Team:Heidelberg/Results/Standardization

Modularity and Standardization

Figure 1. Modular design of aptazymes

An aptamer is connected via a communication module to catalytic sequence. Upon binding of the ligand the communication module transduces a change to the catalytic site and results in activity.

As functional DNA in iGEM has been rarely mentioned we want to introduce it to iGEM. We want to provide standard parts that everyone can use to make the work with functional DNA and also RNA accessible for the whole community. To simplify RNA work we designed a new BBF RFC 110 to standardize the processes necessary for this.

This new BBF RFC 110 is very important for the work with RNA as the cloning strategy does not rely on any restriction site. We designed it this way because if you work with a functional RNA the sequence is extremely essential. In most cases the sequence is laboriously optimized with several cycles of SELEX. If the functional RNA contains a cut sites usually one cannot simply mutate it as it is possible for proteins. Any mutation alters the effector sequence directly and thus can have severe effects on the functionality.

Furthermore we have standardized the work with functional DNA. Has functional DNA usually is ssDNA it can NOT be cloned into a plasmid for storage. But every single strand functional DNA can simply be ordered as oligos.

In our project we mainly combined aptamer with a catalytic nucleic acid and thus create an aptazyme as symbolized in Fig. 1. However some constructs are more complicated than this (see HRP based detection).
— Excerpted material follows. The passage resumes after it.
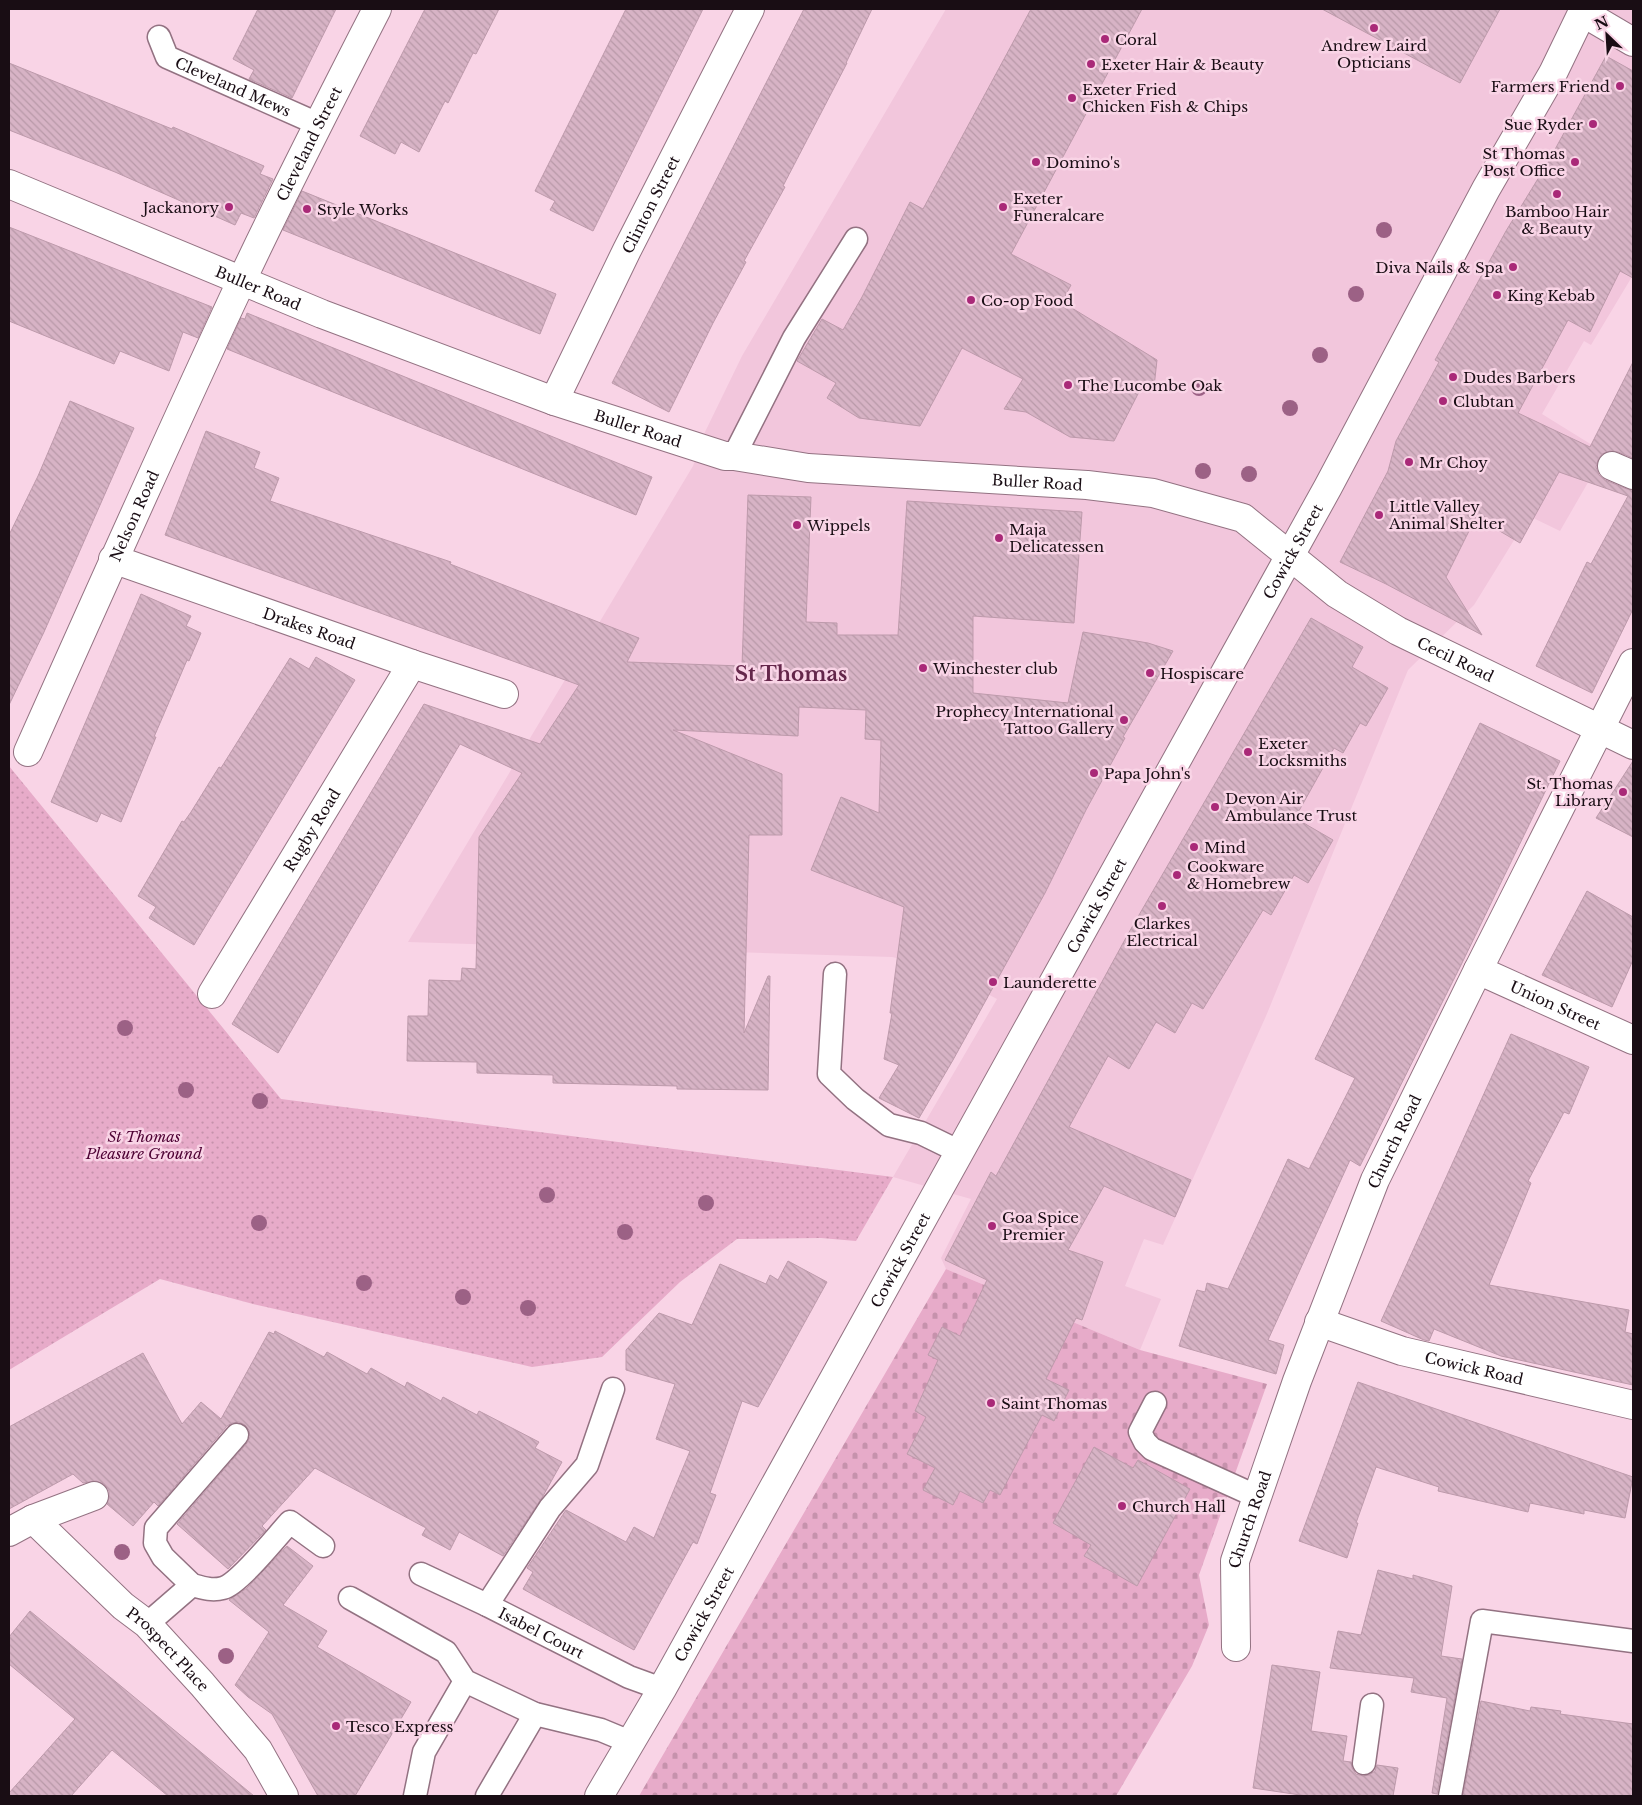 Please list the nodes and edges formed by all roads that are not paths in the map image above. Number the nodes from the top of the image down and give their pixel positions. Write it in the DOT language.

The parts we use can of cause be used in different constructs as well and is not limited to the setup we propose.

HRP-mimicking DNAzyme

HRP-mimicking DNAzyme folds into a G-quadruplex and binds hemin into it. Upon binding of the hemin to the G-quadruplex the DNAzyme catalyzes the reduction of H2O2 to H2O and a reactive oxygen species and thus result to the activation of a classical HRP substrate like luminol.

 

HRP DNAzyme in the AptaBody

Figure 3. AptaBody

An aptamer connected via a linker to a HRP-mimicking DNAzyme that detects protein an a Western blot.
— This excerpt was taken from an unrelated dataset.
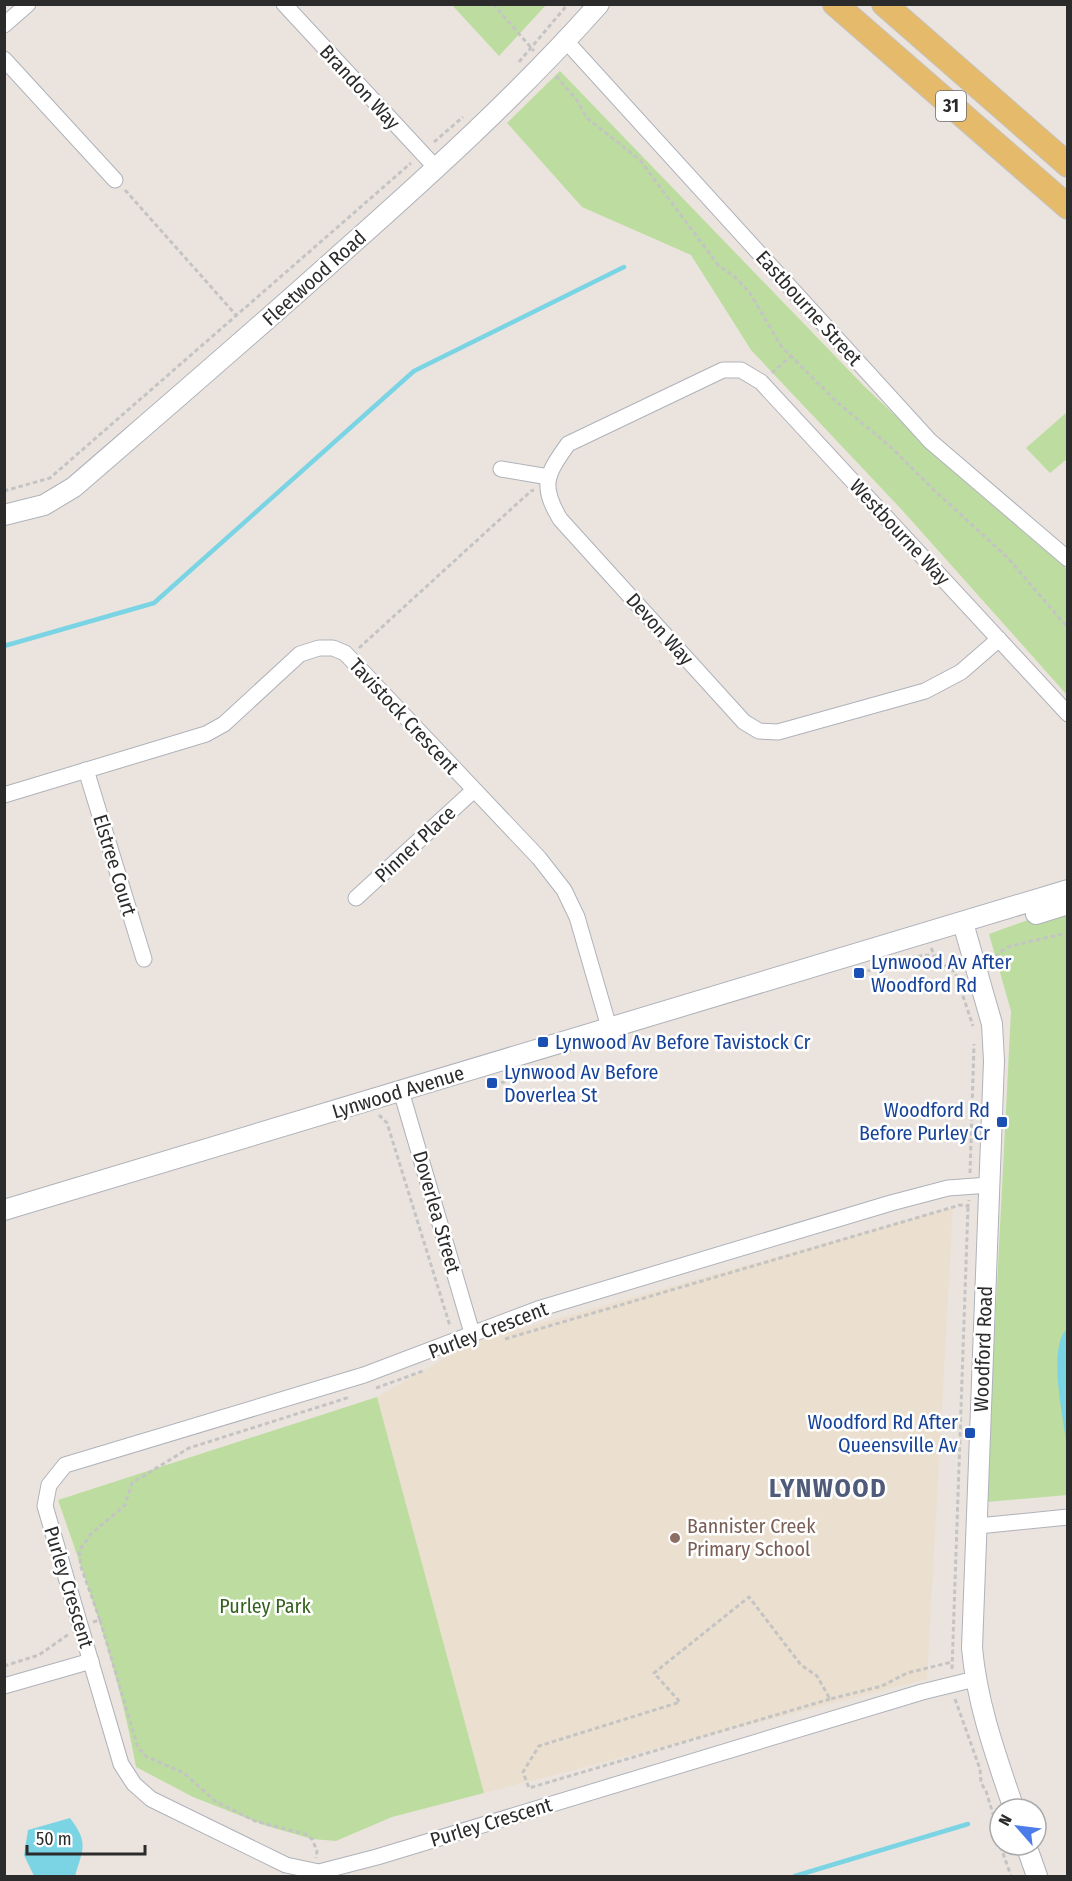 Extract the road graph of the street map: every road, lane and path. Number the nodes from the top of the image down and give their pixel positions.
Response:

Initially we have connected the HRP-mimicking DNAzyme via a linker region to a His-tag aptamerBartnicki2014 (Fig.3). This way we showed that these two parts together with a linker that connects both can be applied to detect different His-tagged proteins from cell lysate on a Western blot. The aptamer part of this construct can easily be exchange by any other aptamer as we could show for p53. We generated an aptamer for p53 and were able to detect p53 with its AptaBody. We have calculated several other aptamers for proteins that need to be tested with our software MAWS. Aptamers generated by our software MAWS can be fused to the versatile HRP DNAzyme to produce a library of AptaBodies.
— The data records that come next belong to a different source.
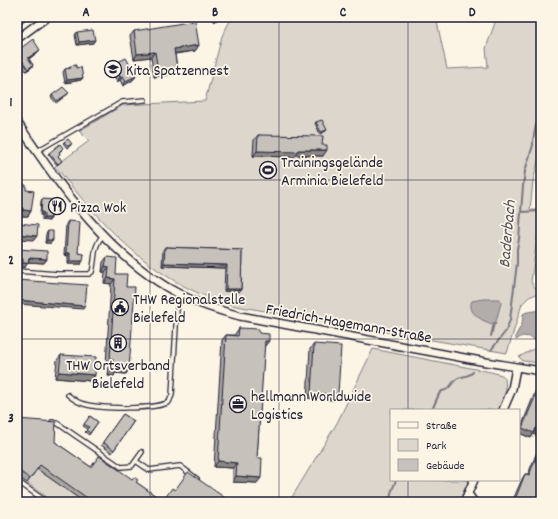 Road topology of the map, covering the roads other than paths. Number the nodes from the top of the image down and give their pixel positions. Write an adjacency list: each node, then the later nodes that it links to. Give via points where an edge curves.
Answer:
1 (47, 17): 2 (street)
2 (17, 39)
3 (145, 100): 5 (lane, via 122,102)
4 (17, 122): 5 (street, Friedrich-Hagemann-Straße)
5 (36, 151): 6 (street, Friedrich-Hagemann-Straße, via 74,202)
6 (103, 235): 7 (lane, via 96,246 92,272 89,274); 8 (street, Friedrich-Hagemann-Straße, via 144,271)
7 (17, 271)
8 (182, 296): 9 (street, Friedrich-Hagemann-Straße, via 240,316); 11 (lane, via 177,310 172,395 169,402 143,407 97,407 83,404)
9 (516, 368): 10 (street, Friedrich-Hagemann-Straße); 12 (street, via 512,388)
10 (541, 371)
11 (68, 395)
12 (503, 409)
13 (50, 422): 15 (lane, via 57,423 121,467 132,466)
14 (142, 452): 15 (lane)
15 (136, 461): 16 (lane, via 149,470 180,466)
16 (199, 480)
17 (17, 481): 20 (lane)
18 (474, 481): 19 (street)
19 (468, 494): 21 (street); 22 (street)
20 (47, 502)
21 (464, 502)
22 (474, 502) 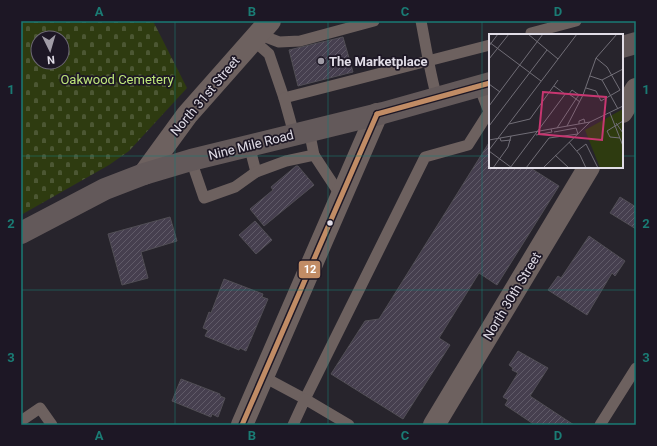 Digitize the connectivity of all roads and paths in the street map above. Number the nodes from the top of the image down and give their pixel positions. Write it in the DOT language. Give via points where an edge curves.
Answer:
graph roads {
  1 [pos="374,21"];
  2 [pos="421,21"];
  3 [pos="576,21"];
  4 [pos="260,32"];
  5 [pos="531,34"];
  6 [pos="636,43"];
  7 [pos="623,47"];
  8 [pos="489,49"];
  9 [pos="429,60"];
  10 [pos="485,85"];
  11 [pos="636,89"];
  12 [pos="284,98"];
  13 [pos="437,98"];
  14 [pos="623,110"];
  15 [pos="377,114"];
  16 [pos="302,132"];
  17 [pos="248,145"];
  18 [pos="314,155"];
  19 [pos="191,160"];
  20 [pos="588,168"];
  21 [pos="256,172"];
  22 [pos="144,174"];
  23 [pos="340,196"];
  24 [pos="21,233"];
  25 [pos="636,368"];
  26 [pos="262,376"];
  27 [pos="305,399"];
  28 [pos="21,421"];
  29 [pos="52,425"];
  30 [pos="242,425"];
  31 [pos="293,425"];
  32 [pos="349,425"];
  33 [pos="434,425"];
  34 [pos="600,425"];
  1 -- 4 [label="lane" via="300,41 279,42"];
  2 -- 9 [label="lane"];
  3 -- 5 [label="lane"];
  4 -- 12 [label="lane"];
  4 -- 22 [label="street, North 31st Street" via="187,115"];
  6 -- 7 [label="main road"];
  8 -- 9 [label="lane"];
  9 -- 12 [label="lane"];
  9 -- 13 [label="lane"];
  10 -- 13 [label="main road, Nine Mile Road"];
  10 -- 27 [label="lane" via="489,112 468,145 425,157"];
  11 -- 14 [label="street"];
  12 -- 16 [label="lane"];
  13 -- 15 [label="main road, Nine Mile Road"];
  15 -- 16 [label="main road, Nine Mile Road"];
  15 -- 23 [label="street"];
  16 -- 17 [label="main road, Nine Mile Road"];
  16 -- 18 [label="lane"];
  17 -- 19 [label="main road, Nine Mile Road"];
  17 -- 21 [label="lane"];
  18 -- 21 [label="lane" via="286,161"];
  18 -- 23 [label="lane"];
  19 -- 21 [label="lane" via="204,198 235,187"];
  19 -- 22 [label="main road, Nine Mile Road"];
  20 -- 33 [label="street, North 30th Street"];
  22 -- 24 [label="main road, Nine Mile Road" via="105,189"];
  23 -- 26 [label="street"];
  25 -- 34 [label="lane"];
  26 -- 27 [label="lane"];
  26 -- 30 [label="street"];
  27 -- 31 [label="lane"];
  27 -- 32 [label="lane"];
  28 -- 29 [label="lane" via="40,408"];
}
The transformation of a terminal label into an internal label, one can be achieved by splinted ligation using a DNA template that is complementary to the two RNA templates that are to be connected to each other Kershaw2012.

Figure 2. HRP-micking DNAzyme

HRP-mimicking DNAzyme folds into a G-quadruplex and binds hemin into it (Fig. 2). Upon binding of the hemin to the G-quadruplex the DNAzyme catalyzes the reduction of H2O2 to H2O and a reactive oxygen species and thus result to the activation of a classical HRP substrate like luminol.